Butterflies As Ag Pollinators

Butterflies As Ag Pollinators

Susan Allen
Susan Allen
I'm Susan Allen with the Fruit Grower Report . While orchards are dependant on pollinators commercial grapevines are typically self pollinating with wind and insects playing a minor role. I had a chance to speak with Katy Prudic, assistant research professor in the Department of Entomology, at the University of Arizona and co-founder of the e-Butterfly website on butterflies' impact if any as ag pollinators.

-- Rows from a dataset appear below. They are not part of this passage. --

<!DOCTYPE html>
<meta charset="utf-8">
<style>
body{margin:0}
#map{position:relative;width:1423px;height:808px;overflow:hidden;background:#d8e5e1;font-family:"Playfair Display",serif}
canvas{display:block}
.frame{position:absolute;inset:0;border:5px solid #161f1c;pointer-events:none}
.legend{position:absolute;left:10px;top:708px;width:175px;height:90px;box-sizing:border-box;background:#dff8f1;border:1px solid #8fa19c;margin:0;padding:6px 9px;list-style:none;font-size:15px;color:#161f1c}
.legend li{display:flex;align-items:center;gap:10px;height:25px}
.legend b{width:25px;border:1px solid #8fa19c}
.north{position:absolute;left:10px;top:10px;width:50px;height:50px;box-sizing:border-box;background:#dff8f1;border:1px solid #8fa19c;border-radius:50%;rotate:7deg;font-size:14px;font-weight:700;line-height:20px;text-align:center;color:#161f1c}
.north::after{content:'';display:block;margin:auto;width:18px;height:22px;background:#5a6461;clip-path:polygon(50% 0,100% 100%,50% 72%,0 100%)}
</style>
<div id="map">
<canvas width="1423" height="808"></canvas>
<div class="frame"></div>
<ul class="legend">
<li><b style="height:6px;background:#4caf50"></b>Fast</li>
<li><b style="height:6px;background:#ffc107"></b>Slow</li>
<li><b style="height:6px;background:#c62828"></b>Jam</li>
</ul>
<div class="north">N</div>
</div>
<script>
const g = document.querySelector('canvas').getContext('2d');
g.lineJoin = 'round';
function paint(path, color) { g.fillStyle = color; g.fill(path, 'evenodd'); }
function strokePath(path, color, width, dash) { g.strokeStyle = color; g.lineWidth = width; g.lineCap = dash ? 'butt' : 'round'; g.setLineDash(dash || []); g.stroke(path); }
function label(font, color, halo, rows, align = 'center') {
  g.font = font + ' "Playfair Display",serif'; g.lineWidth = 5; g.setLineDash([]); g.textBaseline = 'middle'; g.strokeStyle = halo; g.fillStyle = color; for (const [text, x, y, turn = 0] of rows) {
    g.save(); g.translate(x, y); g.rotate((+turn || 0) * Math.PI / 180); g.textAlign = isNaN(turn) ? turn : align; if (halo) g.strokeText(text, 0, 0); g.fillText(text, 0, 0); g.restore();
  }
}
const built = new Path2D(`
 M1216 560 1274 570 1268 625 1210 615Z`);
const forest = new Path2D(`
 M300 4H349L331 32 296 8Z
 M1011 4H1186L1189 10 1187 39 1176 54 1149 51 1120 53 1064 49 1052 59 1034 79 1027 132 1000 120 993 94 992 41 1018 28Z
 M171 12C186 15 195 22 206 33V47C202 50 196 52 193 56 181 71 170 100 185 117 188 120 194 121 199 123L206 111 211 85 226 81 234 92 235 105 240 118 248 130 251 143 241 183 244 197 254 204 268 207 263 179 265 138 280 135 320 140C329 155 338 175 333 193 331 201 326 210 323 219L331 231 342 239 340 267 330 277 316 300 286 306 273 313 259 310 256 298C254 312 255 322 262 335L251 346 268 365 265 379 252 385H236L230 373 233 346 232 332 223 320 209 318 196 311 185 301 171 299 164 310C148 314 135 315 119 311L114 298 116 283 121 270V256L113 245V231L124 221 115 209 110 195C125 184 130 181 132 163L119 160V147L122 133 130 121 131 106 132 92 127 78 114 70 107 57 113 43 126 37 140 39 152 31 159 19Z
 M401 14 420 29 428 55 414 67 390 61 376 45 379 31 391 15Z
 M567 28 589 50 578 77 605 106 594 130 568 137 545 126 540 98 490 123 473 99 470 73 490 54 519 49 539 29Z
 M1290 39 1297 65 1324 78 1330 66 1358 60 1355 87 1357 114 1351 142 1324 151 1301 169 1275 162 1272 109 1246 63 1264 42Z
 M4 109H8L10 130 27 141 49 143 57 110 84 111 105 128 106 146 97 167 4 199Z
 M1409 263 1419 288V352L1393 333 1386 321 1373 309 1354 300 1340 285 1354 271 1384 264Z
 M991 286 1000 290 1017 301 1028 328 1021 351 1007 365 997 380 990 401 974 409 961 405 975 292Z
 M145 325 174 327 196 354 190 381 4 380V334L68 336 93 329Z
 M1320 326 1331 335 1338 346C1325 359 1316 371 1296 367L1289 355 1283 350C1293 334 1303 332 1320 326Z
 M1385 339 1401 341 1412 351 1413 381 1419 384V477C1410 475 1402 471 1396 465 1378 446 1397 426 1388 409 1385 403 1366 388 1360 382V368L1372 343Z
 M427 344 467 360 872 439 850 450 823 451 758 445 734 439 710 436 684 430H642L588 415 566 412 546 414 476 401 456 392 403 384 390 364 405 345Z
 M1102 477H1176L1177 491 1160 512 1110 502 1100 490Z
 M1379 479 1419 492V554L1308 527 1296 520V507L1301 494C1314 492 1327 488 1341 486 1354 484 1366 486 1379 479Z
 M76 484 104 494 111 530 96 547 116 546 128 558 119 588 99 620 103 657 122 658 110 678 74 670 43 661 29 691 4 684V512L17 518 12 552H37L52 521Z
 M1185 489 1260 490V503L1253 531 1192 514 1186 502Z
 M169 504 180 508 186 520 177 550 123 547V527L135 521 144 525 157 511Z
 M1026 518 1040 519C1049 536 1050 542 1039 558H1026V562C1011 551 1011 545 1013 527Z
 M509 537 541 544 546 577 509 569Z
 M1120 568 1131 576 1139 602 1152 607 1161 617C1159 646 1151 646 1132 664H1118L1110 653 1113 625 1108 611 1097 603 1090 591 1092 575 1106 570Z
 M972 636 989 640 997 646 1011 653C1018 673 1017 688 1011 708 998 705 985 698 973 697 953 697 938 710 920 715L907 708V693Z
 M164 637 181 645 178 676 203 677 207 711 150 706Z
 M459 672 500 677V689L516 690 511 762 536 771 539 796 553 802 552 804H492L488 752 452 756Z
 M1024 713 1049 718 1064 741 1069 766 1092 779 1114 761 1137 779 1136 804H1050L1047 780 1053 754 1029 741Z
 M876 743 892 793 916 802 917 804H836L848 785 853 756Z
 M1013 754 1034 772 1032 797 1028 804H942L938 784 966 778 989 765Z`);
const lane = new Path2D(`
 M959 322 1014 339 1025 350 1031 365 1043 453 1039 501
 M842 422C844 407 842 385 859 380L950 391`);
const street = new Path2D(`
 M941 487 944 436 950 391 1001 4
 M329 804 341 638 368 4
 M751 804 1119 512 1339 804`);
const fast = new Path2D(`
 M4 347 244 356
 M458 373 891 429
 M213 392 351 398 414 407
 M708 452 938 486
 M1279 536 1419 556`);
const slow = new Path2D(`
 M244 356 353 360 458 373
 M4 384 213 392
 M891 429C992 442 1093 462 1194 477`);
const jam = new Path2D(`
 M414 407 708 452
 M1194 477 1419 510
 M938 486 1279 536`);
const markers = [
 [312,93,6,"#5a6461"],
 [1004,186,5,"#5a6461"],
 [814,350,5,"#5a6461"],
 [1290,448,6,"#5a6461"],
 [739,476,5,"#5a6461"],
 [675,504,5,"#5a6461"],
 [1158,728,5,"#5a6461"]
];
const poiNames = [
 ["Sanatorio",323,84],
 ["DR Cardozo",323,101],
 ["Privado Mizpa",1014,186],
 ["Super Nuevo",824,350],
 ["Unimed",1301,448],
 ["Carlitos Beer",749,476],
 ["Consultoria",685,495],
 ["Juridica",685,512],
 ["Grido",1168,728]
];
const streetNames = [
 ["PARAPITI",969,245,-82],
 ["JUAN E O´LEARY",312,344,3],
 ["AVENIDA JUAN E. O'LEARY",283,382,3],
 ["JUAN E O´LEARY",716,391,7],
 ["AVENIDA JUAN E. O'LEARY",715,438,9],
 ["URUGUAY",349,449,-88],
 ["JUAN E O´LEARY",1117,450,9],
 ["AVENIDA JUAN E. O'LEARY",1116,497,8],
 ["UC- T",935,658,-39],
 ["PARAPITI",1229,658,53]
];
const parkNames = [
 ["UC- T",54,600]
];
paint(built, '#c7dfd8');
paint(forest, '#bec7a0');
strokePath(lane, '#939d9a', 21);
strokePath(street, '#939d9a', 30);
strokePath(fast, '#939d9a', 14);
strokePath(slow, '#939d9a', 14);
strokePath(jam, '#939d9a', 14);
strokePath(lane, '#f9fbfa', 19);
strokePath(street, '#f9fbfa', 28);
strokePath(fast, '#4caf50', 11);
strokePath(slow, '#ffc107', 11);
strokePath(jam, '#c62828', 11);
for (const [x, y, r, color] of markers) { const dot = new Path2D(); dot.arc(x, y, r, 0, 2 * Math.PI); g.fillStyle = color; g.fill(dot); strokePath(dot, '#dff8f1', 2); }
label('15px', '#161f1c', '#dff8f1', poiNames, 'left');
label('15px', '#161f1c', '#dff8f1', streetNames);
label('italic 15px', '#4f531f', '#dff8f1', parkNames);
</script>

Prudic: One thing that can be remembered is that butterflies don't nectar rob, bees when they have trouble getting into a flower will actually cut a hole in the flower and suck out nectar without pollinating. Butterflies don't have those type of mandibles s they have a straw-like structure call proboscis, so they sip nectar out so they are usually always more consistently involved in pollination. How much they pollinate how consistently they are among flowers, that's still kind of an open question in pollination biology. We've been spending a lot of time with honeys bees, they are good pollinators, easy to domesticate, or at least a lot easier than butterflies, they stay in an area, they come back, those sorts of things. Great things to have in an agriculture system but I can imagine pollinators such as butterflies or non-social bees would also be useful in certain environments, and we just don't know what they are yet.

One fun fact Katy told me is that Butterflies see the color red and have good color vision and can sense more wavelengths than humans or bees for that matter.